Rationale and Objectives
Breast dynamic contrast enhanced (DCE) MRI scanning protocols vary widely. The purpose of this study was to determine the effects of post-contrast timing on delayed-phase lesion kinetics assessment and ability to discriminate malignant from benign lesions.
Materials and Methods
Following IRB approval, we retrospectively reviewed all lesions assessed on MR examinations from 4/2005 to 6/2006. DCE-MRI was performed with 90 seconds temporal resolution. Delayed-phase kinetic parameters including percentages of persistent, plateau, and washout, and categorizations of predominant and worst curve type were compared between 4.5 and 7.5 minutes post-contrast. Ability to discriminate benign and malignant lesions based on delayed-phase kinetic parameters was compared between post-contrast timings by receiver operating characteristic (ROC) analysis.
Results
280 consecutive breast lesions (206 malignant, 74 benign) were evaluated in 228 women. Comparing kinetics assessments at 7.5 versus 4.5 minutes: volume percentage of washout increased in malignancies by a mean of 9.4% (p<0.0001) and increased slightly in benign lesions (mean 3.2%, p=0.007); predominant curve type categorizations changed significantly only for malignancies (p<0.0001); and worst curve categorizations did not change significantly for either benign or malignant lesions (p>0.05).
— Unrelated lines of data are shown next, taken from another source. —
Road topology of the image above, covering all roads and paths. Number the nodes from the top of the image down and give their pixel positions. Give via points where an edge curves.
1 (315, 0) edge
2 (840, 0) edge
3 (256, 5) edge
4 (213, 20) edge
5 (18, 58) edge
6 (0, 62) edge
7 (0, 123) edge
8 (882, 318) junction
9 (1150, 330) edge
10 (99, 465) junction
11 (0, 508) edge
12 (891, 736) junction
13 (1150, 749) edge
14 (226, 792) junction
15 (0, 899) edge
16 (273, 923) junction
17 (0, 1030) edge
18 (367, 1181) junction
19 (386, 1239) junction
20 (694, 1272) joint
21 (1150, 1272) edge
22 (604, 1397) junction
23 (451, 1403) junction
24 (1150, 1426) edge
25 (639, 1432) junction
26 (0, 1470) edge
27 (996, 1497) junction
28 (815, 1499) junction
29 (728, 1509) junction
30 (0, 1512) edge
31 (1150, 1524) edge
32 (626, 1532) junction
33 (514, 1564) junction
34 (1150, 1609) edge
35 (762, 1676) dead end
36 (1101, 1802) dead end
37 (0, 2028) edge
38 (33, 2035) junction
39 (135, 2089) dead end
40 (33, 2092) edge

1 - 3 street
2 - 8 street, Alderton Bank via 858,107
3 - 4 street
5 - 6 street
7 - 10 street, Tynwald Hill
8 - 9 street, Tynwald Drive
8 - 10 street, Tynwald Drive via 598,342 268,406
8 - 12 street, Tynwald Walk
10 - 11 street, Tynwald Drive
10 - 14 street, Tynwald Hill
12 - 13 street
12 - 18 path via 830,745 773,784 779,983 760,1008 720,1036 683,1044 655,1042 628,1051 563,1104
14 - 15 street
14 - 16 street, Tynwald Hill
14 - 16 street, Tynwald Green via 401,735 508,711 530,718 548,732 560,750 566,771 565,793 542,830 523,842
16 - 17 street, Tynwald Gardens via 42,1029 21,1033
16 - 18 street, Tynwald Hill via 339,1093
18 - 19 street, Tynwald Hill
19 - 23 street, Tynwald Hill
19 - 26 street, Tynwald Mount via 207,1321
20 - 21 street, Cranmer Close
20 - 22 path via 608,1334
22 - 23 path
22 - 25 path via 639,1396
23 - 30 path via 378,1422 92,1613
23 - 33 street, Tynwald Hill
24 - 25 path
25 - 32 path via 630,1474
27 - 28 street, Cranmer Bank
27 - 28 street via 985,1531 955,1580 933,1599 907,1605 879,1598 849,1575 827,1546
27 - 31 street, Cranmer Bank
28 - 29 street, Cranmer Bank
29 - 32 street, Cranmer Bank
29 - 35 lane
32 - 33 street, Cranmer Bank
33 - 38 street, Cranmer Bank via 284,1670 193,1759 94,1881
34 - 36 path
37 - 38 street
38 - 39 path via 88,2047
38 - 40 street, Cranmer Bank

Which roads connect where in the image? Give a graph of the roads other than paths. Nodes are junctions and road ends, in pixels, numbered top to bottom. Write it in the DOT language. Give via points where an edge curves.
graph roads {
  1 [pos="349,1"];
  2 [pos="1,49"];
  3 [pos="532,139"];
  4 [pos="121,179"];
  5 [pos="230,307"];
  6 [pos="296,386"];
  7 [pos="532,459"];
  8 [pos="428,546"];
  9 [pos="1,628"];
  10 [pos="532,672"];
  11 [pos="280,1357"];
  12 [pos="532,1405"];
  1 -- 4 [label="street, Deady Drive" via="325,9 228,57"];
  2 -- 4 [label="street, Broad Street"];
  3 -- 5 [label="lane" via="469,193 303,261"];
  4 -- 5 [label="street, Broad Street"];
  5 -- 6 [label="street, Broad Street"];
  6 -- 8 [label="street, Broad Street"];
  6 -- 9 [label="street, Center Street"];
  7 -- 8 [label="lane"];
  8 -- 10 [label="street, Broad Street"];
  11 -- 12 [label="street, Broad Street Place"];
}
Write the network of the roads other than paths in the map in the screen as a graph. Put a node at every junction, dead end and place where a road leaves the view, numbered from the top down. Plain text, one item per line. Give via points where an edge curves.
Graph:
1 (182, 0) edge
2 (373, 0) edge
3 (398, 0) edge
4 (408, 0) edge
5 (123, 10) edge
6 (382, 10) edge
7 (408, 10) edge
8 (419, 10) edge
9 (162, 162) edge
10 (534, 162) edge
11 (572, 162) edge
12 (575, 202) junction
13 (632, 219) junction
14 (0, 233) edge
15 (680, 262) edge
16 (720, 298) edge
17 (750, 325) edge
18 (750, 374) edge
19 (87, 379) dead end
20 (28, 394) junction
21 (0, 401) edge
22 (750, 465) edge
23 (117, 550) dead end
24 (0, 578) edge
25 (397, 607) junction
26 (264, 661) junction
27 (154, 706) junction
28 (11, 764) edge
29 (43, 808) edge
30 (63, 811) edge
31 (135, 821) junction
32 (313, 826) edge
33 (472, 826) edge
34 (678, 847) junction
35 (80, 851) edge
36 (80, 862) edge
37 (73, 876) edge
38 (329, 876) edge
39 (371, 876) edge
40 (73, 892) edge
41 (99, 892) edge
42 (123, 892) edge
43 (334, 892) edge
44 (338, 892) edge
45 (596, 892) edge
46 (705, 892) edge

There were no significant differences between timings in area under ROC curves for delayed-phase kinetic parameters.
Conclusion
The choice of delayed post-contrast timing more strongly affects the kinetics assessments for malignancies than benign breast lesions, but our results suggest a shortened breast DCE-MRI protocol may not significantly impact diagnostic accuracy. Furthermore, worst curve type classifications are least affected by post-contrast timing and may provide reliable assessment of delayed phase kinetics across protocols.